Another area of concern for the industry is taxes and duties. "Taxes and duties account for almost 25 per cent to 30 per cent of the tariff. Here again the new government could consider the tax regimes adopted for the power sector growth in the neighboring countries which have a tax-free regime," he said.
Rationalisation of the tariff structure is another area of concern for the power industry. "Due to the passage of the Electricity Act 2003 adequate steps have been taken in the liberalisation of the generation and transmission sector of the industry. However tariff rationalisation is in the realm of the state governments. This is where the pronouncements in certain states by politicians is causing concern," said Navin Wadhwani, assistant director with investment bank N M Rothschild & Sons (India).
Rothschild is extensively involved with power companies in India and has been mandated by the financial institutions to help find a solution to the Dabhol imbroglio.
Traditionally, the ailing state electricity boards have been charging higher tariffs to industrial consumers to cross subside domestic and agricultural consumers. State governments are moving towards phasing out this cross subsidy and that is the reason why promises like delivering free power to farmers is causing alarm bells to ring.
Telecom companies want a rationalisation of duties and a lowering of the service tax in line with the global norms in order to reach the mobile users in the country.
The demand comes against the backdrop of a near 40 per cent dip in the mobile subscriber base in April 2004. Although the country has a 180 million addressable mobile population, service providers are unable to reach low-end users as they are unable to fund the high cost of infrastructure considering the very low average revenue per user.
TV Ramachandran, director general, COAI said, "This will be a golden opportunity for the new government to roll out the second phase of reforms in the telecom sector which are important as the market has already plateaued."
He pointed out that the new government can do two things -- allow sharing of infrastructure with the state-owned Bharat Sanchar Nigam and lower duties and levies.
Elaborating on duties and taxes, Ramachandran pointed out that the government should look at "the high burden on service provider, almost 33 per cent, on account of licensing fee, revenue sharing, spectrum usage charges and service taxes. By lowering these high levies, it will further benefit the common man by way of lower tariffs."
Ramachandran pointed out that any reforms in this sector will benefit the common man. "We have seen that the first phase of reforms has resulted in tariffs crashing by almost 90 per cent," he added.
Sandip Das, executive director, Hutchison Max Telecom, said, "The economic reforms which include telecom, are irreversible. While a stable government at the Centre will continue with the pace of reforms, a fractured coalition government will stray away from decisive changes."

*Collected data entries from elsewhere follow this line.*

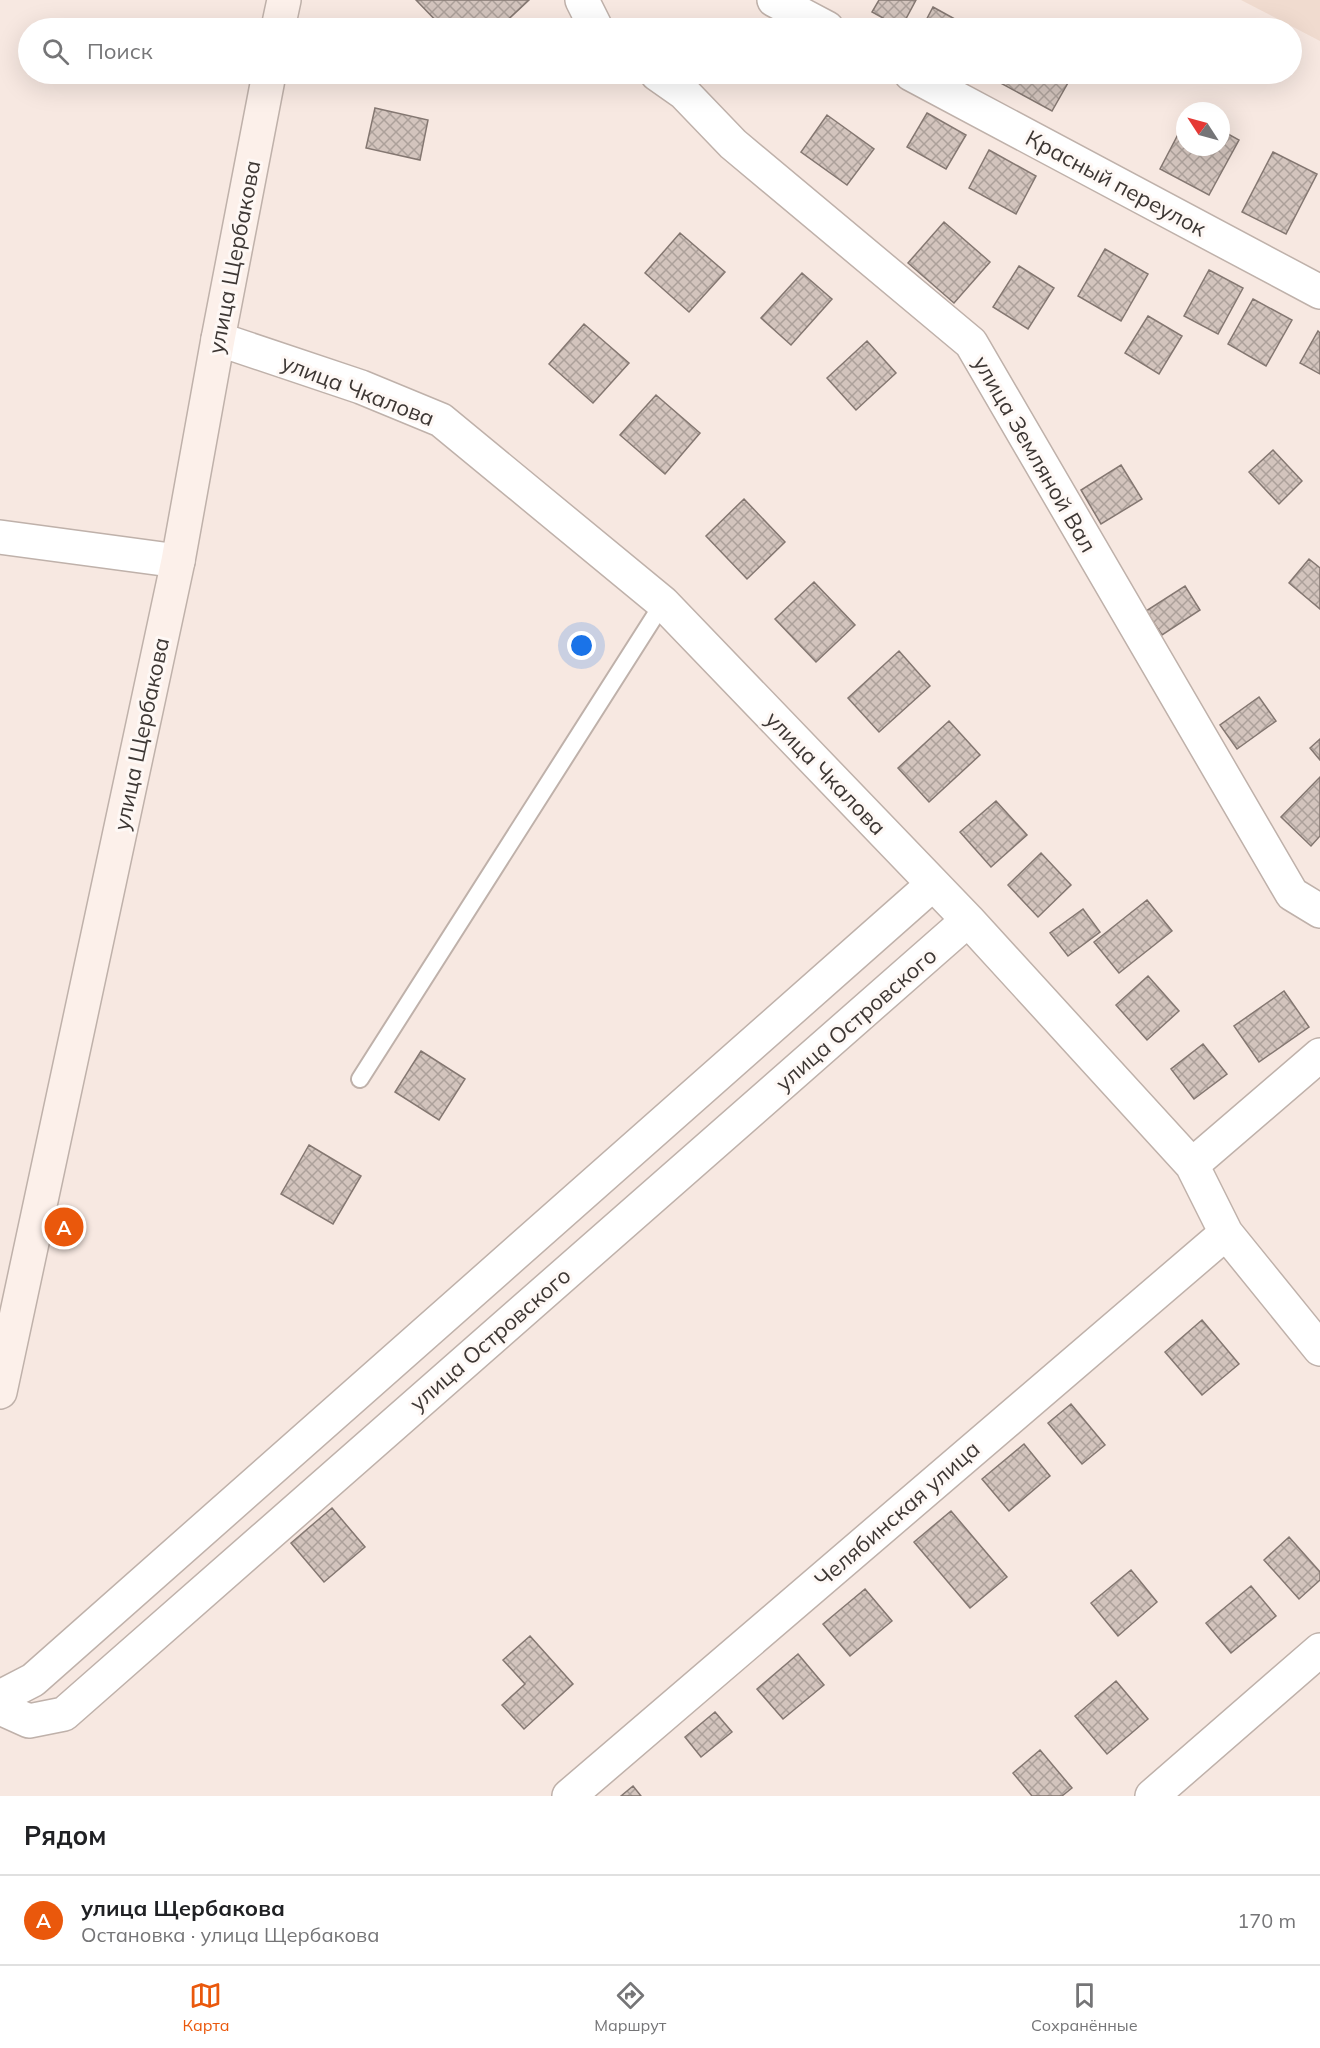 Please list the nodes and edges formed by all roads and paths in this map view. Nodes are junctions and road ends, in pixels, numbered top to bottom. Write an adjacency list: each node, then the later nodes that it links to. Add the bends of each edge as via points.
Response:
1 (284, 0): 4 (street)
2 (582, 0): 5 (street)
3 (774, 0): 6 (street)
4 (280, 18)
5 (591, 18)
6 (808, 18)
7 (267, 84): 11 (street, улица Щербакова)
8 (671, 84): 16 (street, улица Земляной Вал, via 733,144 971,343 1292,894)
9 (930, 84): 10 (street, Красный переулок)
10 (1320, 292)
11 (218, 339): 13 (street, улица Щербакова); 14 (street, улица Чкалова, via 361,387 441,420)
12 (0, 537): 13 (street)
13 (178, 561): 23 (street, улица Щербакова)
14 (663, 603): 15 (street, улица Чкалова); 19 (lane)
15 (933, 884): 17 (street, улица Чкалова); 25 (street, улица Островского, via 33,1680)
16 (1320, 911)
17 (968, 920): 20 (street, улица Чкалова); 26 (street, улица Островского, via 64,1714 29,1721)
18 (1320, 1055): 20 (street)
19 (360, 1079)
20 (1191, 1165): 21 (street, улица Чкалова)
21 (1226, 1233): 22 (street, улица Чкалова); 27 (street, Челябинская улица)
22 (1320, 1349)
23 (0, 1392)
24 (1320, 1650): 28 (street)
25 (0, 1697)
26 (0, 1708)
27 (569, 1796)
28 (1152, 1796)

A promoter of a leading service provider said, "The government should ensure the financial viability of the telecom sector. It should also look at increasing teledensity in the country".
The cement industry too is demanding the lowering of import duties on a key input, coal.
A K Jain, executive director, The Associated Cement Companies, adds, "We would want the new government to continue its thrust on infrastructure and support housing finance. Also the movement of coal through rail should be better facilitated, along with bringing down the import duty on coal for the cement industry."Anil Singhvi, executive director, Gujarat Ambuja Cements, said, "The cement industry is one of the oldest industries, therefore, we do not require any major reforms. However, the new government should focus on economic growth and infrastructure will have a vital role to play in the coming years."